Collected data
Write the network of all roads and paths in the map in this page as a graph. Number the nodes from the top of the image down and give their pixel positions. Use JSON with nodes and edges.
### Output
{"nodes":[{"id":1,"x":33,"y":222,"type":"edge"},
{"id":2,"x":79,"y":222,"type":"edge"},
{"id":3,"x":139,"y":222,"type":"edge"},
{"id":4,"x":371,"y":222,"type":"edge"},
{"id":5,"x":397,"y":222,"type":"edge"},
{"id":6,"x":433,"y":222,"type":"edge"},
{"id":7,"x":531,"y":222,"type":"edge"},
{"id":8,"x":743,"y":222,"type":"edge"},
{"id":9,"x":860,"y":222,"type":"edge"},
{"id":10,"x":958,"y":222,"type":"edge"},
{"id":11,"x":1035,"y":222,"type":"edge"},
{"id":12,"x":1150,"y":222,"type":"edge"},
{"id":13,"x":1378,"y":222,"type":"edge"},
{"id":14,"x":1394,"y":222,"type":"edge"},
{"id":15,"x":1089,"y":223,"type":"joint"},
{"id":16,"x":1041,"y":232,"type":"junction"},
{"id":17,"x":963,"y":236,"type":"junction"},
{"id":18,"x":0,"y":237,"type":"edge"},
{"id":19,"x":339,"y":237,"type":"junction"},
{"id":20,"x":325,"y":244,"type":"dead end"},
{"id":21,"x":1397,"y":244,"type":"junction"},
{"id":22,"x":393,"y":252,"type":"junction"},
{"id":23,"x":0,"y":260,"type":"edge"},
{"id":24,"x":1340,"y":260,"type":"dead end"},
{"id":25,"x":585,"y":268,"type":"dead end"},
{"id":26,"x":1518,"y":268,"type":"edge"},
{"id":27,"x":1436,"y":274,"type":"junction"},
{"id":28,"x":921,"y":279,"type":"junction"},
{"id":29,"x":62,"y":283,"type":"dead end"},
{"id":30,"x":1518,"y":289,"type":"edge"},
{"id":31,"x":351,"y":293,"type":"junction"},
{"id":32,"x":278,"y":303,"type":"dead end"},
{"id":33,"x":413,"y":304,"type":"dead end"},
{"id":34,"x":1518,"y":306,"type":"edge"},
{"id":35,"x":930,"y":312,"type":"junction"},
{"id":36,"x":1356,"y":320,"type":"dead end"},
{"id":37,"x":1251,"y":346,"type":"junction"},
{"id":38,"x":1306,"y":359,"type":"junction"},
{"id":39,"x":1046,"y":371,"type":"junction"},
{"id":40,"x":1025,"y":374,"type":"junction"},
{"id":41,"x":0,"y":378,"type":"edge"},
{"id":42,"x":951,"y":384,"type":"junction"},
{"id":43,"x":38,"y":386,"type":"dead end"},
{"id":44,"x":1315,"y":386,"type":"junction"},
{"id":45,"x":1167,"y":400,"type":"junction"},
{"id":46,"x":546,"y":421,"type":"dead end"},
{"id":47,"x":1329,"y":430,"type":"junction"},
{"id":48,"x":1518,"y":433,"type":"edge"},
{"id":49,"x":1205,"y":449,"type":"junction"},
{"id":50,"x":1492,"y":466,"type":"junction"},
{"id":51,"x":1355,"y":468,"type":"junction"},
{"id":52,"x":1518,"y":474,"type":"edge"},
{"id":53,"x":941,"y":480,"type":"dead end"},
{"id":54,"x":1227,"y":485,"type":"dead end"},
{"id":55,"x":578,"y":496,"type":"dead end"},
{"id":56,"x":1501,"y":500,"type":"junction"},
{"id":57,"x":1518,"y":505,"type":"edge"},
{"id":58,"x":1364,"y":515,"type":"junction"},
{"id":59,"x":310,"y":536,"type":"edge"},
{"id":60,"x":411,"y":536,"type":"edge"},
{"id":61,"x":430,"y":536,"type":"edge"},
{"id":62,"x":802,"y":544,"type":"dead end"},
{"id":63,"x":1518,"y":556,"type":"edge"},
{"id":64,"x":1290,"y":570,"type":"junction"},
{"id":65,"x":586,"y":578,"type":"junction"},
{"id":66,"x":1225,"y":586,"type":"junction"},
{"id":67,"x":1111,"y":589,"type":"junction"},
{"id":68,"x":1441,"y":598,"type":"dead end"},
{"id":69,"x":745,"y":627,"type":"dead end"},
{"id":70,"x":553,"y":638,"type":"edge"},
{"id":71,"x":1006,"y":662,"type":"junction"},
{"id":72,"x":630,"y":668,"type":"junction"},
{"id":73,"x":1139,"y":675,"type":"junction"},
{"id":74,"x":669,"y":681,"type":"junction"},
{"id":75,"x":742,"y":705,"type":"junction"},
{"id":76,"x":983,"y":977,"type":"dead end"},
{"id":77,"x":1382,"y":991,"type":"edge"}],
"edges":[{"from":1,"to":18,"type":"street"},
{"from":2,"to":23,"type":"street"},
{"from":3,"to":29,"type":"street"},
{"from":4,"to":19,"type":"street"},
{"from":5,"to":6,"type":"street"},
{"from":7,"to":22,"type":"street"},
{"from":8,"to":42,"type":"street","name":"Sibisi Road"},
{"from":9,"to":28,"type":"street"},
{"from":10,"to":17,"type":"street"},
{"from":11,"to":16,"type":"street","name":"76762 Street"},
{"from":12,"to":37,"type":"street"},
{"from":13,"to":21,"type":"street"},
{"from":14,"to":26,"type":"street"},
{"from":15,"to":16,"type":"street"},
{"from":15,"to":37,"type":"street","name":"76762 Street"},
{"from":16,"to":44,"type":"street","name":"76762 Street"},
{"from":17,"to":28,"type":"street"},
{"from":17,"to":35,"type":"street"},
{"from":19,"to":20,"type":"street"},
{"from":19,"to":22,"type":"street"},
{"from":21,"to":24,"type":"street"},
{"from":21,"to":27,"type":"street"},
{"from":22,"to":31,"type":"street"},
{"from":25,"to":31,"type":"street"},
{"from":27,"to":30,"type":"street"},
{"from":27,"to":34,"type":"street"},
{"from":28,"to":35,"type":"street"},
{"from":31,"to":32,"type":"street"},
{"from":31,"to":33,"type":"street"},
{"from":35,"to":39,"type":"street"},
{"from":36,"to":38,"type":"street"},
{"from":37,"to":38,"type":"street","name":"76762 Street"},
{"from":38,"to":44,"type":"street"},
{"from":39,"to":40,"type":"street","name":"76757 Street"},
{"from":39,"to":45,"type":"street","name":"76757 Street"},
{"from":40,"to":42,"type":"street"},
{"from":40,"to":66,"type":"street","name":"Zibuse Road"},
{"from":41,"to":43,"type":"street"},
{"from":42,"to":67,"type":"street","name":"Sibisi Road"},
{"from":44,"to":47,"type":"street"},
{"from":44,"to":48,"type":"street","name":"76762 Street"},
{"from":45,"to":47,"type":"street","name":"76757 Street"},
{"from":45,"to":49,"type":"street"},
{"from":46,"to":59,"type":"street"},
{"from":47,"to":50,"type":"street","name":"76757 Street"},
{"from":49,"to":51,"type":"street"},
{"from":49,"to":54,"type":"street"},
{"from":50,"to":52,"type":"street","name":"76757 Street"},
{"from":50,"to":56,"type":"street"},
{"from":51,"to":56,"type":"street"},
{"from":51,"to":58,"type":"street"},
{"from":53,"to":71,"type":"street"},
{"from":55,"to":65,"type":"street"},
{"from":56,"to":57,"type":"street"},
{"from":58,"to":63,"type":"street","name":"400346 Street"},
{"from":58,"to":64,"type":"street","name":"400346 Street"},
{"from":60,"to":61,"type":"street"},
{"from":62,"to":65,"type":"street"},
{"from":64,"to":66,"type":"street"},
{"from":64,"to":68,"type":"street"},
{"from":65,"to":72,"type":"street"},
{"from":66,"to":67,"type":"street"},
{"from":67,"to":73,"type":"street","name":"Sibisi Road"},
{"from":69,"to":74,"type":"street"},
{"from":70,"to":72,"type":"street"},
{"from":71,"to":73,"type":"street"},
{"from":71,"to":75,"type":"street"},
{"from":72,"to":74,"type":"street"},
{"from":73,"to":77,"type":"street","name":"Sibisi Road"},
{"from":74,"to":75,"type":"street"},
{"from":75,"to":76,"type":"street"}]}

* * *

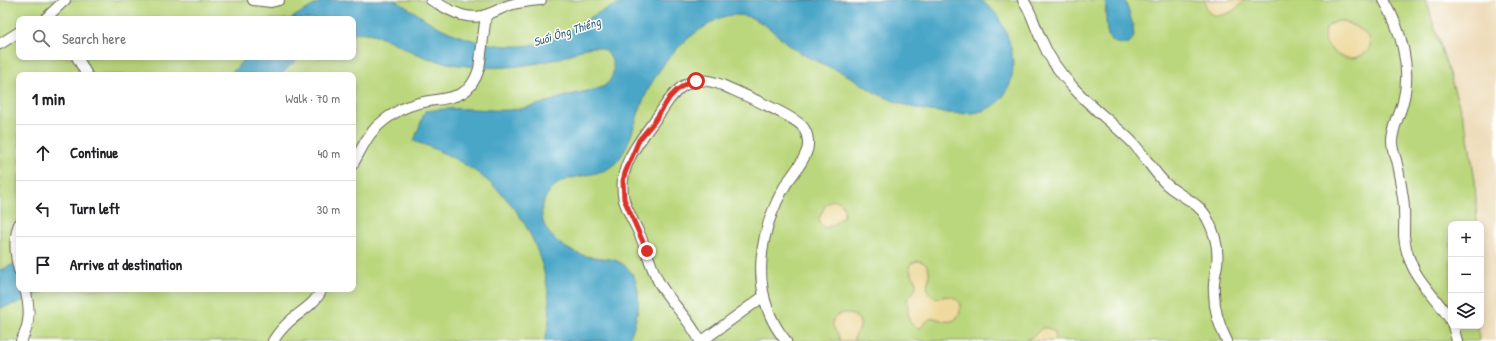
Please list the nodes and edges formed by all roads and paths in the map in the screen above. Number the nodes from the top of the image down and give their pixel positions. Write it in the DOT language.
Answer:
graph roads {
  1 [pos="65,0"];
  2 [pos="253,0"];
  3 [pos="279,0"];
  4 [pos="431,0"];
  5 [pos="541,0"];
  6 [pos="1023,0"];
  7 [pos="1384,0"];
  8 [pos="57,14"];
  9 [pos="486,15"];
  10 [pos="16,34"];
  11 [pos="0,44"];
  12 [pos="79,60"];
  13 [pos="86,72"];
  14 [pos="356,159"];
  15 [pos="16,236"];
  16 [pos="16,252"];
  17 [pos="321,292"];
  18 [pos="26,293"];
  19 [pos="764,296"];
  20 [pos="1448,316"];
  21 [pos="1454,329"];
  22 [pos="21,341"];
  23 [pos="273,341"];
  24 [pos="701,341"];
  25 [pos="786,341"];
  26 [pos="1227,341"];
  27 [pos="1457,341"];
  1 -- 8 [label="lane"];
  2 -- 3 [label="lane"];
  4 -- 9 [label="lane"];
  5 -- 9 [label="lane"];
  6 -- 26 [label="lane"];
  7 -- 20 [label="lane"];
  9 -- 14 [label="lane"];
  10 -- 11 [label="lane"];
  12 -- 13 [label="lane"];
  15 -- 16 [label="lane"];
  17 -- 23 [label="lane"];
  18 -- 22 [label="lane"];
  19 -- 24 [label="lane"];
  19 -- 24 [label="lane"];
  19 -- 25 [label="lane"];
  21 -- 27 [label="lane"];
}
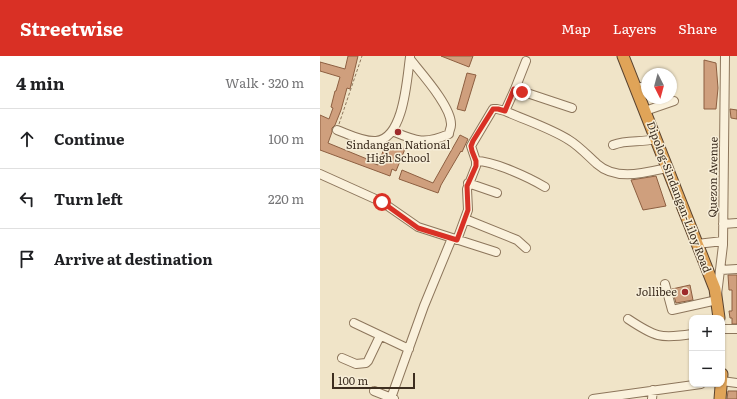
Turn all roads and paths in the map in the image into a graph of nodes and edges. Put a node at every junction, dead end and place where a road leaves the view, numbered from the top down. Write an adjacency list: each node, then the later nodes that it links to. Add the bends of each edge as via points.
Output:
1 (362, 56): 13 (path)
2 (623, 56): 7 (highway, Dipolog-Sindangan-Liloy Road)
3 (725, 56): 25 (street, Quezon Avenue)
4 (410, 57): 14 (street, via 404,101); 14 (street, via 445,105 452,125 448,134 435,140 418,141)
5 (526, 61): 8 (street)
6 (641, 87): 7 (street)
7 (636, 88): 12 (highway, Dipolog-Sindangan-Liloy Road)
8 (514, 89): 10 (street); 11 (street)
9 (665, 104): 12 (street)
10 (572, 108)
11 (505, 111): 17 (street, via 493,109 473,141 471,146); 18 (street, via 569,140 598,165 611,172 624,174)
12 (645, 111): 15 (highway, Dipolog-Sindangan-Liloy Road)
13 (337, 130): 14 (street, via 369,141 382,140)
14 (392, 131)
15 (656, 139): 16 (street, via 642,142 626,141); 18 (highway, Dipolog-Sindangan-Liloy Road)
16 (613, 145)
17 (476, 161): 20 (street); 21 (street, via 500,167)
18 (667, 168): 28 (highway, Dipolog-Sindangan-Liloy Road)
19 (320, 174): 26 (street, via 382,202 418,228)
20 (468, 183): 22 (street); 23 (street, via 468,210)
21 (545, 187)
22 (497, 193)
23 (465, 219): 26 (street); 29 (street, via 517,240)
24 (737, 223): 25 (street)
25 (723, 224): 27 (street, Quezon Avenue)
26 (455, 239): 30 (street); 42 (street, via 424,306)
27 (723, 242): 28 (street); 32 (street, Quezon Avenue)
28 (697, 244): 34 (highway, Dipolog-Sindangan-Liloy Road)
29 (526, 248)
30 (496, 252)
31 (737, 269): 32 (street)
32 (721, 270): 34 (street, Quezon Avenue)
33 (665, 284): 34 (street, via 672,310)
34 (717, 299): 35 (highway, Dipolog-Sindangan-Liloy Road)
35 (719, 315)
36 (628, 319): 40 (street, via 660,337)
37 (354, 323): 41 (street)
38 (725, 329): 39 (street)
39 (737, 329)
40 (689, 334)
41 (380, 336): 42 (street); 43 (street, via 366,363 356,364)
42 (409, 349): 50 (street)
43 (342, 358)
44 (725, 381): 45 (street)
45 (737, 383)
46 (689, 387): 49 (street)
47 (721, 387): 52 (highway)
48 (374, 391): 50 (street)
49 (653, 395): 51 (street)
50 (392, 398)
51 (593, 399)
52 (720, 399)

## WHAT YOU SHOULD DO
Pull out every line of the entries that includes the word "pixel".

## ANSWER SPACE
Write the network of all roads and paths in the map in this page as a graph. Number the nodes from the top of the image down and give their pixel positions. Use JSON with nodes and edges.
Please list the nodes and edges formed by all roads and paths in the map in the screen above. Number the nodes from the top of the image down and give their pixel positions. Write it in the DOT language.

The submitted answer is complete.